In the listing below, how many lines hold "nodes"? Give the number only.
━━━━━━━━━━━━━━━━━━━━
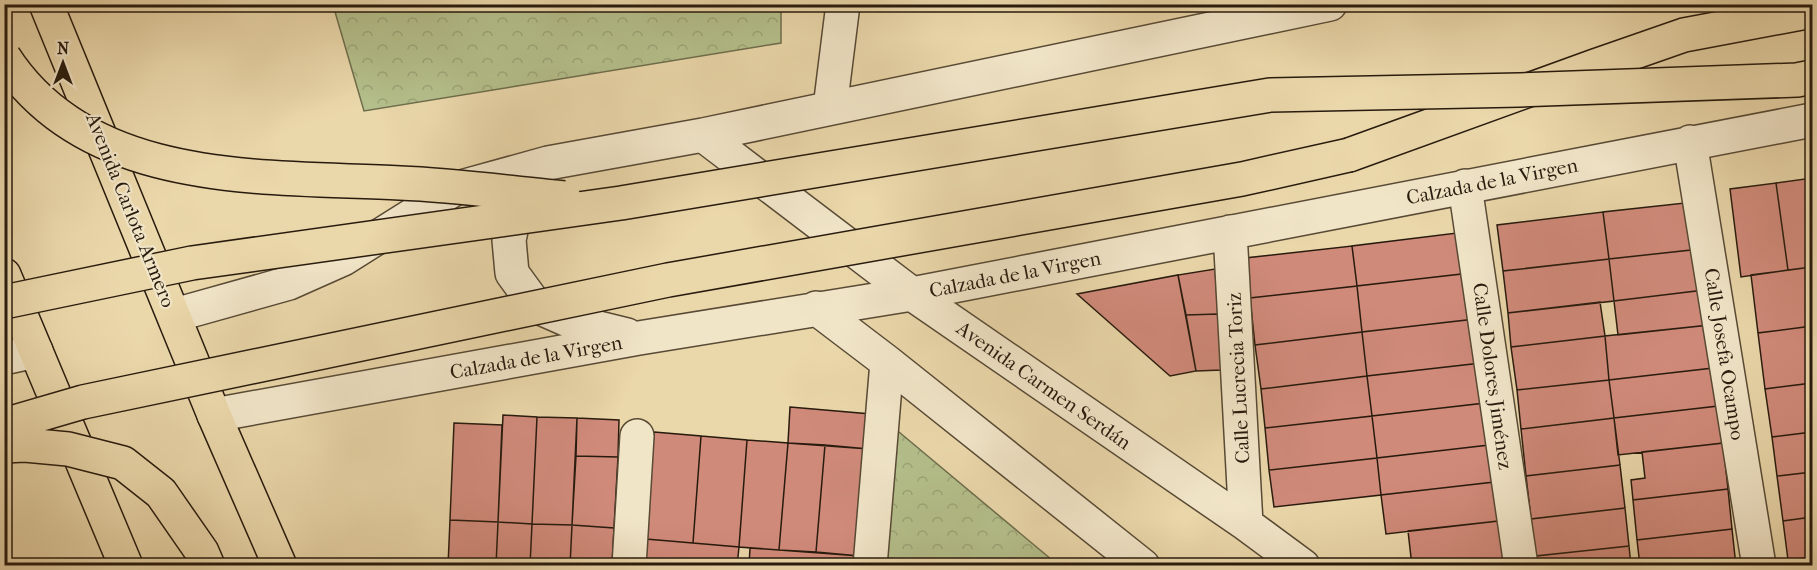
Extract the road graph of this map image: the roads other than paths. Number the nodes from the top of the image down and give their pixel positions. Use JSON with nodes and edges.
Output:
{"nodes":[{"id":1,"x":46,"y":4,"type":"edge"},
{"id":2,"x":843,"y":4,"type":"edge"},
{"id":3,"x":1330,"y":4,"type":"edge"},
{"id":4,"x":1812,"y":10,"type":"edge"},
{"id":5,"x":4,"y":57,"type":"edge"},
{"id":6,"x":1812,"y":77,"type":"edge"},
{"id":7,"x":830,"y":108,"type":"junction"},
{"id":8,"x":1812,"y":120,"type":"edge"},
{"id":9,"x":703,"y":135,"type":"junction"},
{"id":10,"x":1690,"y":142,"type":"junction"},
{"id":11,"x":548,"y":163,"type":"junction"},
{"id":12,"x":1465,"y":186,"type":"junction"},
{"id":13,"x":621,"y":203,"type":"junction"},
{"id":14,"x":1230,"y":232,"type":"junction"},
{"id":15,"x":4,"y":275,"type":"edge"},
{"id":16,"x":912,"y":294,"type":"junction"},
{"id":17,"x":4,"y":302,"type":"edge"},
{"id":18,"x":816,"y":308,"type":"junction"},
{"id":19,"x":175,"y":315,"type":"junction"},
{"id":20,"x":639,"y":338,"type":"junction"},
{"id":21,"x":20,"y":354,"type":"edge"},
{"id":22,"x":887,"y":362,"type":"junction"},
{"id":23,"x":214,"y":415,"type":"junction"},
{"id":24,"x":4,"y":425,"type":"edge"},
{"id":25,"x":638,"y":436,"type":"dead end"},
{"id":26,"x":4,"y":446,"type":"edge"},
{"id":27,"x":1246,"y":524,"type":"junction"},
{"id":28,"x":119,"y":563,"type":"edge"},
{"id":29,"x":207,"y":566,"type":"edge"},
{"id":30,"x":280,"y":566,"type":"edge"},
{"id":31,"x":629,"y":566,"type":"edge"},
{"id":32,"x":870,"y":566,"type":"edge"},
{"id":33,"x":1143,"y":566,"type":"edge"},
{"id":34,"x":1303,"y":566,"type":"edge"},
{"id":35,"x":1521,"y":566,"type":"edge"},
{"id":36,"x":1759,"y":566,"type":"edge"}],
"edges":[{"from":1,"to":19,"type":"main road","name":"Avenida Carlota Armero"},
{"from":2,"to":7,"type":"street"},
{"from":3,"to":7,"type":"street"},
{"from":4,"to":24,"type":"main road","bridge":true},
{"from":5,"to":13,"type":"main road","bridge":true},
{"from":6,"to":13,"type":"main road","bridge":true},
{"from":7,"to":9,"type":"street"},
{"from":8,"to":10,"type":"street","name":"Calzada de la Virgen"},
{"from":9,"to":11,"type":"street"},
{"from":9,"to":16,"type":"street","name":"Avenida Carmen Serdán"},
{"from":10,"to":12,"type":"street","name":"Calzada de la Virgen"},
{"from":10,"to":36,"type":"street","name":"Calle Josefa Ocampo"},
{"from":11,"to":19,"type":"street"},
{"from":11,"to":20,"type":"street"},
{"from":12,"to":14,"type":"street","name":"Calzada de la Virgen"},
{"from":12,"to":35,"type":"street","name":"Calle Dolores Jiménez"},
{"from":13,"to":17,"type":"main road","bridge":true},
{"from":14,"to":16,"type":"street","name":"Calzada de la Virgen"},
{"from":14,"to":27,"type":"street","name":"Calle Lucrecia Toriz"},
{"from":15,"to":21,"type":"main road"},
{"from":16,"to":18,"type":"street","name":"Calzada de la Virgen"},
{"from":16,"to":27,"type":"street","name":"Avenida Carmen Serdán"},
{"from":18,"to":20,"type":"street","name":"Calzada de la Virgen"},
{"from":18,"to":22,"type":"street"},
{"from":19,"to":23,"type":"main road","name":"Avenida Carlota Armero"},
{"from":20,"to":23,"type":"street","name":"Calzada de la Virgen"},
{"from":21,"to":28,"type":"main road"},
{"from":22,"to":32,"type":"street"},
{"from":22,"to":33,"type":"street"},
{"from":23,"to":30,"type":"main road","name":"Avenida Carlota Armero"},
{"from":25,"to":31,"type":"street"},
{"from":26,"to":29,"type":"main road","bridge":true},
{"from":27,"to":34,"type":"street","name":"Avenida Carmen Serdán"}]}
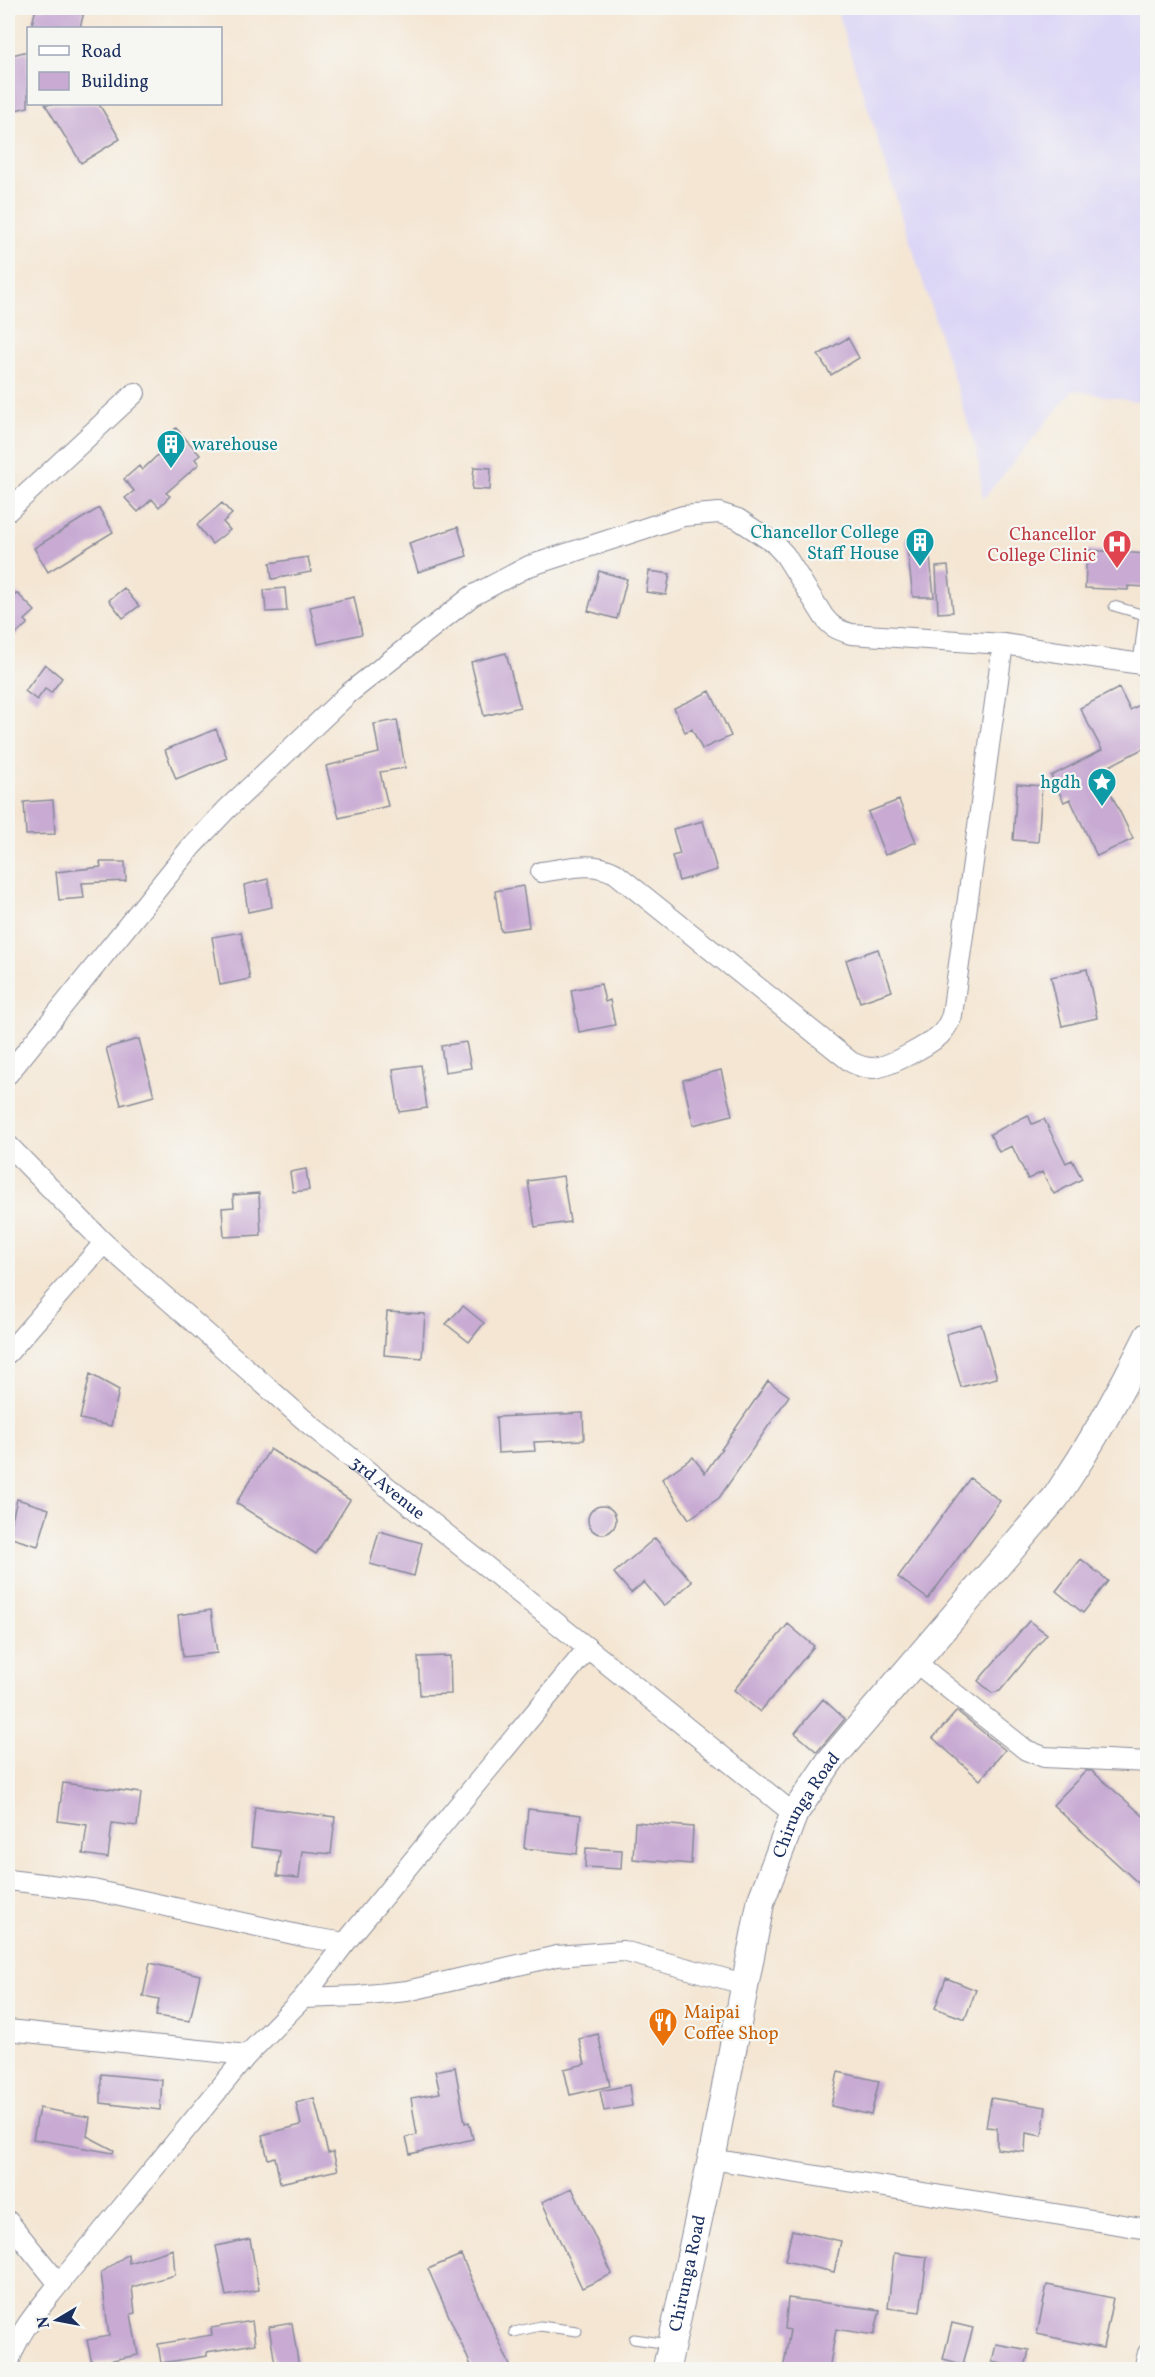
━━━━━━━━━━━━━━━━━━━━
▸ **EXPECTED OUTPUT**:
2